DESCRIPTION OF THE TASK: Look through the records below and collect all lines that hold the string "spacing".

(MATERIAL PROVIDED begins)

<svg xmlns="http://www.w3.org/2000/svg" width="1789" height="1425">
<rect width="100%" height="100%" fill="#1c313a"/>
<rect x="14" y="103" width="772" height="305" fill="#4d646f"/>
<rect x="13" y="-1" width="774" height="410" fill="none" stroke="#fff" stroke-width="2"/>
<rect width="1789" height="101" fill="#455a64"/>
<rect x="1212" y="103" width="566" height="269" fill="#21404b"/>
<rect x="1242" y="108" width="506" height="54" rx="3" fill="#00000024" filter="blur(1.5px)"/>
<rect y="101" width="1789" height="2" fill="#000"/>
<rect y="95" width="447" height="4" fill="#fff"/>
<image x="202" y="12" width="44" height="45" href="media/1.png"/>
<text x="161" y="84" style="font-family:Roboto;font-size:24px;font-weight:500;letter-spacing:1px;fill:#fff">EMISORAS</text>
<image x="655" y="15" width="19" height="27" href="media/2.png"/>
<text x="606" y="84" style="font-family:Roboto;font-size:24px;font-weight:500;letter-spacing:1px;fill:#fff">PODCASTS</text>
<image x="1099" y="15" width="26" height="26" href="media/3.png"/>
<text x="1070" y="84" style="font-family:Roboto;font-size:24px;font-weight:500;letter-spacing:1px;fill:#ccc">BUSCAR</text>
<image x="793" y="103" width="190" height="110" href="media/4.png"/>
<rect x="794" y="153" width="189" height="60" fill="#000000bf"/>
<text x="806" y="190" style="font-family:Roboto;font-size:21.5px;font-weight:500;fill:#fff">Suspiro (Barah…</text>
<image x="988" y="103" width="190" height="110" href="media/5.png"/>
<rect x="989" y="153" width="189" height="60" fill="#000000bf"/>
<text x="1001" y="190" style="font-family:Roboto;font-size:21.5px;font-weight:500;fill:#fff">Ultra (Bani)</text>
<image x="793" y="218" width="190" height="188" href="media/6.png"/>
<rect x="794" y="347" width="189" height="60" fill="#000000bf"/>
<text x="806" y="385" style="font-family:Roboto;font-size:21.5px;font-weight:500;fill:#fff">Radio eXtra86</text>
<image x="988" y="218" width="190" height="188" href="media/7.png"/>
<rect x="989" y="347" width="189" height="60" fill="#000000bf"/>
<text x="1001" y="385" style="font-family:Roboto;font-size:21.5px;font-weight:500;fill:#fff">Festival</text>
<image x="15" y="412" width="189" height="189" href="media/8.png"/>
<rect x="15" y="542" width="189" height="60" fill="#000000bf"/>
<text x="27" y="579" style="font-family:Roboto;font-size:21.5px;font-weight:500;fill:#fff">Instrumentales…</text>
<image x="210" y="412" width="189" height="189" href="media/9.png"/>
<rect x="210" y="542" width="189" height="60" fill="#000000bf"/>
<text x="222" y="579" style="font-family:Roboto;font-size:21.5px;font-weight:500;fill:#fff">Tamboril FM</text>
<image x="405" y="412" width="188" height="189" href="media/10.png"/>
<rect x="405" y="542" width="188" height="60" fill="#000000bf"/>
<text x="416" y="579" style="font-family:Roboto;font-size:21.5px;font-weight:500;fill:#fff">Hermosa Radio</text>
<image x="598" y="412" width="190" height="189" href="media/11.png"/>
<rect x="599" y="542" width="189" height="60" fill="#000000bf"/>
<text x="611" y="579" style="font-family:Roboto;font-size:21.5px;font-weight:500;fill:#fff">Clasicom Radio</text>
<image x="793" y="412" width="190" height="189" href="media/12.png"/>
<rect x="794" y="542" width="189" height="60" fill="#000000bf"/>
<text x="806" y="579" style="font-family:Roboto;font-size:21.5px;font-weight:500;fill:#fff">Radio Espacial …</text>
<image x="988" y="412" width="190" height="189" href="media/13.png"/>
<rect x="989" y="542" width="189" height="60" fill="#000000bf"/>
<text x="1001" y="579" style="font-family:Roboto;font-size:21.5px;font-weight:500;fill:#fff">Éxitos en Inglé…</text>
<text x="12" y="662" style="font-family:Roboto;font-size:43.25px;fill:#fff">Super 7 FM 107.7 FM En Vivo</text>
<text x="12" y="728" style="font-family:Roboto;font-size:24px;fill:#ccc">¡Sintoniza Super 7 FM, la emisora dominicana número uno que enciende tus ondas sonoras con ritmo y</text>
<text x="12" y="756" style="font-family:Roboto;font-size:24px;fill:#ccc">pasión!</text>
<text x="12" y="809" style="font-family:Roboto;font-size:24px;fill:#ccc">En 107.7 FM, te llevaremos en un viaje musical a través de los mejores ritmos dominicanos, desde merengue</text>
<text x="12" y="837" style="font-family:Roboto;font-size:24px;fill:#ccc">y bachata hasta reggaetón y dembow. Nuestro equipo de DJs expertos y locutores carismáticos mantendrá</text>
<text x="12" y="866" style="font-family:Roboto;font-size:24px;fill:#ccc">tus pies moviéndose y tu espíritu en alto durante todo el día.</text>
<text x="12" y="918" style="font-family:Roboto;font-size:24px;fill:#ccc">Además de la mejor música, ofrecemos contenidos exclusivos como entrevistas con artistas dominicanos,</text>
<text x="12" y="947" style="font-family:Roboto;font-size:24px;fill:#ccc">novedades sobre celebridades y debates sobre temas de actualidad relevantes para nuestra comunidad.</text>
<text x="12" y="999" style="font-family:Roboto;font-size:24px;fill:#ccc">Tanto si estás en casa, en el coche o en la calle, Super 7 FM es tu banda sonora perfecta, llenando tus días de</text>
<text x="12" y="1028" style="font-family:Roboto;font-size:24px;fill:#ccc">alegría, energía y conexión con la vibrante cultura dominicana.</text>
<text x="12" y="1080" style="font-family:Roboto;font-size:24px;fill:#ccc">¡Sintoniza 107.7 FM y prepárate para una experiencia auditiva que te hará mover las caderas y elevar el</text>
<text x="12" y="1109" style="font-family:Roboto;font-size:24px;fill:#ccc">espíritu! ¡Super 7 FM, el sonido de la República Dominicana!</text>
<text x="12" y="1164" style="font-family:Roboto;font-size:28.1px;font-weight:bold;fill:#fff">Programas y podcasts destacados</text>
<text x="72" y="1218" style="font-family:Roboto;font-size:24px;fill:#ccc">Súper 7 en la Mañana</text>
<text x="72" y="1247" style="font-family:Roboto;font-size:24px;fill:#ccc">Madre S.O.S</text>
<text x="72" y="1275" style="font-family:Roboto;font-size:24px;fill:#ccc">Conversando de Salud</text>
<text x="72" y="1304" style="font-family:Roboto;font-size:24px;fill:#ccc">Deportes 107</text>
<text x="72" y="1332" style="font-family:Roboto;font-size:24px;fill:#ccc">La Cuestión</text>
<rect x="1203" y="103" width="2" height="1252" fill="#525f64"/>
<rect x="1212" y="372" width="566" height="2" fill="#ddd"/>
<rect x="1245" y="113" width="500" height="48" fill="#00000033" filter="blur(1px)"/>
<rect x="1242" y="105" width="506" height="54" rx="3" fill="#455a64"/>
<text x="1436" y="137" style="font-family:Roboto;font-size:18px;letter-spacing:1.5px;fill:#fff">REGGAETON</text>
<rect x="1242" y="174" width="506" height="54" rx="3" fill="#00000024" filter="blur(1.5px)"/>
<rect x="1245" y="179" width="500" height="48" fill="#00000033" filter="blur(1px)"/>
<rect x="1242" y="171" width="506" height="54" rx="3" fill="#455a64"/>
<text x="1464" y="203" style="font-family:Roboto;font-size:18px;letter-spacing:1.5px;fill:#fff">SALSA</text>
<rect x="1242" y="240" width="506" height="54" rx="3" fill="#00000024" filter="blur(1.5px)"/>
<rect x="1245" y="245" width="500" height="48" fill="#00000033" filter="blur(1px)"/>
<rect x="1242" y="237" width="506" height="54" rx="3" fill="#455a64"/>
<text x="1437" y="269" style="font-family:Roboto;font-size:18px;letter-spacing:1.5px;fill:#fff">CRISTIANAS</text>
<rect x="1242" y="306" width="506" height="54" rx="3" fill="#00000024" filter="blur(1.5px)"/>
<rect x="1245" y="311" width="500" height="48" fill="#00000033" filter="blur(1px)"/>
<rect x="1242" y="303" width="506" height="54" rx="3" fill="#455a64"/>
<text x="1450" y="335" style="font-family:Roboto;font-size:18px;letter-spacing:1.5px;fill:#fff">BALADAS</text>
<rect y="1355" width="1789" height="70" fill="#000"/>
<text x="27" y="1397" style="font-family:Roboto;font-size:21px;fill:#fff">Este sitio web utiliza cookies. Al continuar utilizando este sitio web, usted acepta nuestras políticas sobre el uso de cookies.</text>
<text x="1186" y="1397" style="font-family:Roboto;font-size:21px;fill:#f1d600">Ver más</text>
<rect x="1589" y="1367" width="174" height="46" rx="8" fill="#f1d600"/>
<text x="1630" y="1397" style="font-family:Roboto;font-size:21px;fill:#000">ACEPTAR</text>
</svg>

(MATERIAL PROVIDED ends)

ANSWER AREA:
<text x="161" y="84" style="font-family:Roboto;font-size:24px;font-weight:500;letter-spacing:1px;fill:#fff">EMISORAS</text>
<text x="606" y="84" style="font-family:Roboto;font-size:24px;font-weight:500;letter-spacing:1px;fill:#fff">PODCASTS</text>
<text x="1070" y="84" style="font-family:Roboto;font-size:24px;font-weight:500;letter-spacing:1px;fill:#ccc">BUSCAR</text>
<text x="1436" y="137" style="font-family:Roboto;font-size:18px;letter-spacing:1.5px;fill:#fff">REGGAETON</text>
<text x="1464" y="203" style="font-family:Roboto;font-size:18px;letter-spacing:1.5px;fill:#fff">SALSA</text>
<text x="1437" y="269" style="font-family:Roboto;font-size:18px;letter-spacing:1.5px;fill:#fff">CRISTIANAS</text>
<text x="1450" y="335" style="font-family:Roboto;font-size:18px;letter-spacing:1.5px;fill:#fff">BALADAS</text>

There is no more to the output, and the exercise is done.